**Records from a data collection:**
________
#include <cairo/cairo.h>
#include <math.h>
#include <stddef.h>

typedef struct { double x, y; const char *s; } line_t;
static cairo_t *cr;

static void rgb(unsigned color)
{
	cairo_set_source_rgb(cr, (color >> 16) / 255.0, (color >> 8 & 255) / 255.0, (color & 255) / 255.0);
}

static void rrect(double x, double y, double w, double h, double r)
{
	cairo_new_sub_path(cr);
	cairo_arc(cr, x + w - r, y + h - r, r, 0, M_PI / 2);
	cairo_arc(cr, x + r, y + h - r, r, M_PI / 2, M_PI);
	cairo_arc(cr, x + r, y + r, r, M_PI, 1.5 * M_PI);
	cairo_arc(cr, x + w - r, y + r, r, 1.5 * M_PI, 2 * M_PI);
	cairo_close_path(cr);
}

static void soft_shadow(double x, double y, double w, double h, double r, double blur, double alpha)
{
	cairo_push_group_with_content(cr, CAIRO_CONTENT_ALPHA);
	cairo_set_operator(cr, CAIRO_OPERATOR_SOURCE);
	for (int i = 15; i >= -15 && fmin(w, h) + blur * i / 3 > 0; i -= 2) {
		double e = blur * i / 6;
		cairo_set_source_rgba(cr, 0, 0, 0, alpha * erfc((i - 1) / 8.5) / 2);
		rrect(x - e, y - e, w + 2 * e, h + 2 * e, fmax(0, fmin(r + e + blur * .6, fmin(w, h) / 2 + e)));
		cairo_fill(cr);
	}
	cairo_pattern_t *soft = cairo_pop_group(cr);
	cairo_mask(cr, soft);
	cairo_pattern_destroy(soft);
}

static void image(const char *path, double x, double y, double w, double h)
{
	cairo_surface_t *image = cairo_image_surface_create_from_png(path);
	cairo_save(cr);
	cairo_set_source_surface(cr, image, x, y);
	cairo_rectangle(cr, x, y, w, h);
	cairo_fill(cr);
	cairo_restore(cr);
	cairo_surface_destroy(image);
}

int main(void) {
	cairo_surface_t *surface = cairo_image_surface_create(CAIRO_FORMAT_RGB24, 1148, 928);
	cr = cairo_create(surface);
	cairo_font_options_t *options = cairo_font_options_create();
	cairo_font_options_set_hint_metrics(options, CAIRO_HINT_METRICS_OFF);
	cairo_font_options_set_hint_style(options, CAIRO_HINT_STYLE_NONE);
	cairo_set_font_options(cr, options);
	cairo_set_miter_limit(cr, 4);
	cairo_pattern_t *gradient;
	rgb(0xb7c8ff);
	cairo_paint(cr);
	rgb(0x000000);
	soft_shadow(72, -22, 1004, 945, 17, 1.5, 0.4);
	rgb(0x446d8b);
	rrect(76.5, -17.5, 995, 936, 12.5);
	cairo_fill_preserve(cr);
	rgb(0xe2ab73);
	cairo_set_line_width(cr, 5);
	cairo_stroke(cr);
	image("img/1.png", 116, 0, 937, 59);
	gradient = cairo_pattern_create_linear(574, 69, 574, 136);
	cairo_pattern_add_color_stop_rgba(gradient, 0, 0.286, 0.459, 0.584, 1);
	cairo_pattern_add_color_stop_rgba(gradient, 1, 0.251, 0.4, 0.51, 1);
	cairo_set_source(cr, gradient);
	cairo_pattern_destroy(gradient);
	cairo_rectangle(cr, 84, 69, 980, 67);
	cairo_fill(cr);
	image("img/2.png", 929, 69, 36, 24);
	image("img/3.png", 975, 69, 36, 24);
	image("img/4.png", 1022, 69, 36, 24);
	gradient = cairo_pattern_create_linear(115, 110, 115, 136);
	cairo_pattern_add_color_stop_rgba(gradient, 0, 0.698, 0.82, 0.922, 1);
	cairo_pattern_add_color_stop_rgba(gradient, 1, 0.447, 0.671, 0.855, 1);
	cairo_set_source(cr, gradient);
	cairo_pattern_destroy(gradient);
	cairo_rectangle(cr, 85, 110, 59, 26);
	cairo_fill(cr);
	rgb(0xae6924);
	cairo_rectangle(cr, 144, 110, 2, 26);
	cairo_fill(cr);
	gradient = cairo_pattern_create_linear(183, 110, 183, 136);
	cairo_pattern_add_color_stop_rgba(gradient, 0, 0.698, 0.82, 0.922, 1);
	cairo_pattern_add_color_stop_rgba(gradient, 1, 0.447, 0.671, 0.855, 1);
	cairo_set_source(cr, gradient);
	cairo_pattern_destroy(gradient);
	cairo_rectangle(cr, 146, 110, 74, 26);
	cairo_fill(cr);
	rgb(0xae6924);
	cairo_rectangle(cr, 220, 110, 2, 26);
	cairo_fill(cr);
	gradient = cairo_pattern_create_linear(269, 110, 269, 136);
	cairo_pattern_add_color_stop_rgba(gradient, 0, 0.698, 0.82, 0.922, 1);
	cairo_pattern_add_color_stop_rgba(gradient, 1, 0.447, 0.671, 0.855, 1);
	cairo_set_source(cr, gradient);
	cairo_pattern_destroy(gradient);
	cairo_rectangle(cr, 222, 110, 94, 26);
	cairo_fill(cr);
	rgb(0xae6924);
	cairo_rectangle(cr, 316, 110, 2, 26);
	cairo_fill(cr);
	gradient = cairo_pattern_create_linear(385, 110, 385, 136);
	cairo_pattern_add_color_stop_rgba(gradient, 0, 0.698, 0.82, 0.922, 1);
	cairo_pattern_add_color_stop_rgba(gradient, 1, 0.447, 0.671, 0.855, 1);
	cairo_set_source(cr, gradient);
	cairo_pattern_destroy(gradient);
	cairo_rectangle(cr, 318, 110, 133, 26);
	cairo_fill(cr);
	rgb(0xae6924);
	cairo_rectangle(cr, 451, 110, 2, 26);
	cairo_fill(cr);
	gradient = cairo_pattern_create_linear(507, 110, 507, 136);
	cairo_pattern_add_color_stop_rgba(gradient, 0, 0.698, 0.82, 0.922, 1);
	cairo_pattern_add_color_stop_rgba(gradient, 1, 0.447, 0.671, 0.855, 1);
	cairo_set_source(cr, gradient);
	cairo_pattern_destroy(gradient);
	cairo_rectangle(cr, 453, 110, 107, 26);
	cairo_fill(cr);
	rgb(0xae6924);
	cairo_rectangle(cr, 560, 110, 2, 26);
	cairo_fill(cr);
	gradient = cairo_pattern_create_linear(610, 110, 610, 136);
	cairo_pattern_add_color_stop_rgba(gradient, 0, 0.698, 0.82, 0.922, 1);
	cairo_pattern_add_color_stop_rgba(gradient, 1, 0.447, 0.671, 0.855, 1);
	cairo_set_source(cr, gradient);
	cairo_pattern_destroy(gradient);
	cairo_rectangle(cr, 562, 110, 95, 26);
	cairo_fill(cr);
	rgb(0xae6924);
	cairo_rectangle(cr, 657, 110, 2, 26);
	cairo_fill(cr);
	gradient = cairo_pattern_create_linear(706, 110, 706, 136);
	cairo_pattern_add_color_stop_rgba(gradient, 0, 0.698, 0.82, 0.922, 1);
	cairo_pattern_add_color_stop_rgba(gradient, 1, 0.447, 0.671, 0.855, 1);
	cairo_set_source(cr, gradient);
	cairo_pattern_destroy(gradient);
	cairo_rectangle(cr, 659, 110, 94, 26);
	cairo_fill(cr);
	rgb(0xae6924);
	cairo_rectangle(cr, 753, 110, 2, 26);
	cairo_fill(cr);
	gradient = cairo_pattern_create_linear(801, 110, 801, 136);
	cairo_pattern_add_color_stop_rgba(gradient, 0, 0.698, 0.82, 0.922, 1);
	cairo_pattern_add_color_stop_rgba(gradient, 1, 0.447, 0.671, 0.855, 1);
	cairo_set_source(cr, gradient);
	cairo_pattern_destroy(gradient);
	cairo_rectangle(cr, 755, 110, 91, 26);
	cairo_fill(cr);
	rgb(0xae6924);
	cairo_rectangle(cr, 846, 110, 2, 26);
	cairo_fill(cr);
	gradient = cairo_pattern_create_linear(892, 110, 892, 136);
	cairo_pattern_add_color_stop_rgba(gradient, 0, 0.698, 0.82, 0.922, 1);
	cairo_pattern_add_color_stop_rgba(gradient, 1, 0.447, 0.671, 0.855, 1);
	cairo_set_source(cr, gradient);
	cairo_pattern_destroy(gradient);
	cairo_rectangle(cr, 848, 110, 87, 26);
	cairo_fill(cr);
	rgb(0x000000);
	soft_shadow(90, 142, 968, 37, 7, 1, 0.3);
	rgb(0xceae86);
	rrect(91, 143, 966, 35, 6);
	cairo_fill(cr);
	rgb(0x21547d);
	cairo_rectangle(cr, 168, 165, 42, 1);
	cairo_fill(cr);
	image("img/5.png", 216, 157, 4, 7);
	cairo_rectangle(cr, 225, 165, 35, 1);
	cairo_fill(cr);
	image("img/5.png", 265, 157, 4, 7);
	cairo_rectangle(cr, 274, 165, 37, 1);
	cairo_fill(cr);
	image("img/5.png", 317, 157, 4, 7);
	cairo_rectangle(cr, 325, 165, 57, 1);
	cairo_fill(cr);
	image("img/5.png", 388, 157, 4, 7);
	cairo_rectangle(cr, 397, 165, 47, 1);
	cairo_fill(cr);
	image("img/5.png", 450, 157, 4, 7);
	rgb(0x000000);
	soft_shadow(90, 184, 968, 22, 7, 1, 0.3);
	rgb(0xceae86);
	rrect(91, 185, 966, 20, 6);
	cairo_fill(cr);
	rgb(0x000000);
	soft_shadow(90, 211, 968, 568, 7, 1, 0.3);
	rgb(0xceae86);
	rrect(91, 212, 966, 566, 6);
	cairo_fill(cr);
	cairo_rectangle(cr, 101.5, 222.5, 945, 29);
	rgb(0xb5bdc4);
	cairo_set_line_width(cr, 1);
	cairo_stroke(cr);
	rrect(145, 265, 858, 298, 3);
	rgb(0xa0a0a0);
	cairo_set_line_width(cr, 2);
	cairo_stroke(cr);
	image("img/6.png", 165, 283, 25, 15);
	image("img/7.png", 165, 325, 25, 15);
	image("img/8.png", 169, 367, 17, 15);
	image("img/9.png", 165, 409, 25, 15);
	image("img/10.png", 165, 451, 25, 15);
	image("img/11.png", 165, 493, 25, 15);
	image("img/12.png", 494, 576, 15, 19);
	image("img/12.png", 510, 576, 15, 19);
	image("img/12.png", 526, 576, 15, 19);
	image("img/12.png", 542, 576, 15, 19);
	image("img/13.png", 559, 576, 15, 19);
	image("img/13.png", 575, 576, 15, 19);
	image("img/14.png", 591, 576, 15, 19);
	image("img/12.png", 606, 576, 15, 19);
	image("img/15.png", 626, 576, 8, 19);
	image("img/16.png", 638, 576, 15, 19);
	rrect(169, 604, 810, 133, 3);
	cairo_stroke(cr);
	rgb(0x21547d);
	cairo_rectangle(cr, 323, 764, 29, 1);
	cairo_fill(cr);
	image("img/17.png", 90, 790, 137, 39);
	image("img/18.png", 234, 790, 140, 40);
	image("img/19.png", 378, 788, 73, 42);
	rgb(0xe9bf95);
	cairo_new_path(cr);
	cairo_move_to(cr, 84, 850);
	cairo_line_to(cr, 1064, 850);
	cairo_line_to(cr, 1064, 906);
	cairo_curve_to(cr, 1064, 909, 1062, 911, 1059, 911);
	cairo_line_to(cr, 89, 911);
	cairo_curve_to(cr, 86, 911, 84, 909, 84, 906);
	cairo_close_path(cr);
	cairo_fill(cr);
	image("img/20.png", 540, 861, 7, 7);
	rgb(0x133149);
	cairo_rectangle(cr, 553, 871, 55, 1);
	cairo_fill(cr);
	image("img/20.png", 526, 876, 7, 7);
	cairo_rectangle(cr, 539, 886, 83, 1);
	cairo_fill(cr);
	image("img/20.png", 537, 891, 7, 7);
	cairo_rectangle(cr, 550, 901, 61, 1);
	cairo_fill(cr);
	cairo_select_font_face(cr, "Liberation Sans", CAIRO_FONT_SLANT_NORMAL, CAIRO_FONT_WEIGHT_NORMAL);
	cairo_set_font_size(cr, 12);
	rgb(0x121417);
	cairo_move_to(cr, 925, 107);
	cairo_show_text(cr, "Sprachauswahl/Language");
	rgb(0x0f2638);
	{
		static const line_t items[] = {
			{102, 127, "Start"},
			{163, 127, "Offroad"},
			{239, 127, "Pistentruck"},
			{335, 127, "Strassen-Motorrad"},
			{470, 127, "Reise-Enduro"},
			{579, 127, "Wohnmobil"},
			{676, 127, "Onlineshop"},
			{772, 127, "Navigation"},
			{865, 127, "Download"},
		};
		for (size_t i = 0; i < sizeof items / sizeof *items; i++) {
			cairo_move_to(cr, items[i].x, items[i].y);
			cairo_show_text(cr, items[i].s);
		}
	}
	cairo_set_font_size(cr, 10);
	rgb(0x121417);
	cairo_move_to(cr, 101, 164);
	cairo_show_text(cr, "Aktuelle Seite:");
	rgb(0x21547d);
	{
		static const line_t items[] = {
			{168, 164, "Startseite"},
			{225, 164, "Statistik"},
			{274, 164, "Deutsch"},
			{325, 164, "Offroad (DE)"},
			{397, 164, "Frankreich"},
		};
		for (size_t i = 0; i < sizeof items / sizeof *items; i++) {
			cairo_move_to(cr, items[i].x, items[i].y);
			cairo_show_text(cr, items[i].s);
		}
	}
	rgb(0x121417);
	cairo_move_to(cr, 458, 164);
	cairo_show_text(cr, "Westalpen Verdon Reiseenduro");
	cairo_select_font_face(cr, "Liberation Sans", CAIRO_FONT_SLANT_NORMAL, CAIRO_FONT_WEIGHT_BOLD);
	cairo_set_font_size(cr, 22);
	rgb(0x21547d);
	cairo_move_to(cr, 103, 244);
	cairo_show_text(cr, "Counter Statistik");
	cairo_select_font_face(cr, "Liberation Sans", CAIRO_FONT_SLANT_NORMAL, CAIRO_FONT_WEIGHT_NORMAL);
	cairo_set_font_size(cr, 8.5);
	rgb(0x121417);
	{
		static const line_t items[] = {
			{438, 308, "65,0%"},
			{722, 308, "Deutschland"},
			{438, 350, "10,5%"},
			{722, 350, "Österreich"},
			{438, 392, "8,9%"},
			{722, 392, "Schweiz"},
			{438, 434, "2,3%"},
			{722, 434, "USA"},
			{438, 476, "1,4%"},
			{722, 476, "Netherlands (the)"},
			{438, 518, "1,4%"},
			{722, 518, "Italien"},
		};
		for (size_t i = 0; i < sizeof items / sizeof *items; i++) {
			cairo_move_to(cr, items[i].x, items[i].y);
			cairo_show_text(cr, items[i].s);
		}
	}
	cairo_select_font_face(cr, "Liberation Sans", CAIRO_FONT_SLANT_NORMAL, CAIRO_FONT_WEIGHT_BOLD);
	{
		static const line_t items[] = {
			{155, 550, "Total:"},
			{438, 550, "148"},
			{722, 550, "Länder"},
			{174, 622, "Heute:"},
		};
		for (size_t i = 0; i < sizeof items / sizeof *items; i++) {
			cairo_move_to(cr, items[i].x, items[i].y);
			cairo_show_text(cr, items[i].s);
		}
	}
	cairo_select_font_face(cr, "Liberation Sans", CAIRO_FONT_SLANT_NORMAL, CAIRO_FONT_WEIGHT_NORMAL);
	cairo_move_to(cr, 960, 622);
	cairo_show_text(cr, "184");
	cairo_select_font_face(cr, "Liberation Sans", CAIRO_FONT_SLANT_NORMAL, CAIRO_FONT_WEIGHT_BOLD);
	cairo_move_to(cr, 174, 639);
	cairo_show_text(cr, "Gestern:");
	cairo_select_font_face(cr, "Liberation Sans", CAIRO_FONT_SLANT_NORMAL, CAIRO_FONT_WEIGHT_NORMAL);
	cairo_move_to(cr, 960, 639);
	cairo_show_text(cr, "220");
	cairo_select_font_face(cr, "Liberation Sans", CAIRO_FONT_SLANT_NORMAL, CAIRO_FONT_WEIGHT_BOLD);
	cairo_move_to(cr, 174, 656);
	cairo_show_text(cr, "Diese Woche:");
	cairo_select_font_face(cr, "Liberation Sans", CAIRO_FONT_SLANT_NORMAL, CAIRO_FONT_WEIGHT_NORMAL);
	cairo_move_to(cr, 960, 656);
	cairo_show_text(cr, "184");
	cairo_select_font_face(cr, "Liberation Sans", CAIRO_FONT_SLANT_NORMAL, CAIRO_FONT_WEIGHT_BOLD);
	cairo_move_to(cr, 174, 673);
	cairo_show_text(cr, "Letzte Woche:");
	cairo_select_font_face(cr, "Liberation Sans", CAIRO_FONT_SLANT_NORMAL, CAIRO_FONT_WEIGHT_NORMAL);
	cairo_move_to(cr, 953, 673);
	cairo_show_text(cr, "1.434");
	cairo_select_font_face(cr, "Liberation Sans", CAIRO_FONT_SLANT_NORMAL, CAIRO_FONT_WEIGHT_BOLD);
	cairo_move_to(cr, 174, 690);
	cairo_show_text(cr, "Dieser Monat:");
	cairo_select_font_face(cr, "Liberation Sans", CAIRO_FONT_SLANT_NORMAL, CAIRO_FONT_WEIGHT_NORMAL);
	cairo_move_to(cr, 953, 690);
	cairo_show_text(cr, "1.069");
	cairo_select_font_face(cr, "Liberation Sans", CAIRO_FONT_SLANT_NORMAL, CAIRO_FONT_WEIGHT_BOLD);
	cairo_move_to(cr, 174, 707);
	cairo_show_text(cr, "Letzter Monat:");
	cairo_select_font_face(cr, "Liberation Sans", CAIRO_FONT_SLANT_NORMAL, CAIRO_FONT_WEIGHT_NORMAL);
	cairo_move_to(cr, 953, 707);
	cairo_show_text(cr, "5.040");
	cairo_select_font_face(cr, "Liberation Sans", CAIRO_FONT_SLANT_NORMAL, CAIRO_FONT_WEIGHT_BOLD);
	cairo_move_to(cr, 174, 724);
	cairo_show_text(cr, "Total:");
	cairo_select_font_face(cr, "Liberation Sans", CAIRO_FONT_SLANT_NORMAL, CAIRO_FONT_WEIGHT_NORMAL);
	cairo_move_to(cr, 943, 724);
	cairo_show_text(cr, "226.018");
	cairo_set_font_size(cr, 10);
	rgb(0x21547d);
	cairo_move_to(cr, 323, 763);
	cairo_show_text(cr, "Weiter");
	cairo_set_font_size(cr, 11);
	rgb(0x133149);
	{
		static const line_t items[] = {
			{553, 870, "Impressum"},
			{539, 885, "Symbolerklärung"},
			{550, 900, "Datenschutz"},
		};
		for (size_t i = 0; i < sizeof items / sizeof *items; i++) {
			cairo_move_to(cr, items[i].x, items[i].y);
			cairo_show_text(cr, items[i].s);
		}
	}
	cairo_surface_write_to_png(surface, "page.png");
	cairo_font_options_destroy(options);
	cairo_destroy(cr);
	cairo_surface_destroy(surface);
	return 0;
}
________
**WORK INSTRUCTION:** Using the data above, show each line where "char" occurs.

**EXERCISE RESULT:**
typedef struct { double x, y; const char *s; } line_t;
static void image(const char *path, double x, double y, double w, double h)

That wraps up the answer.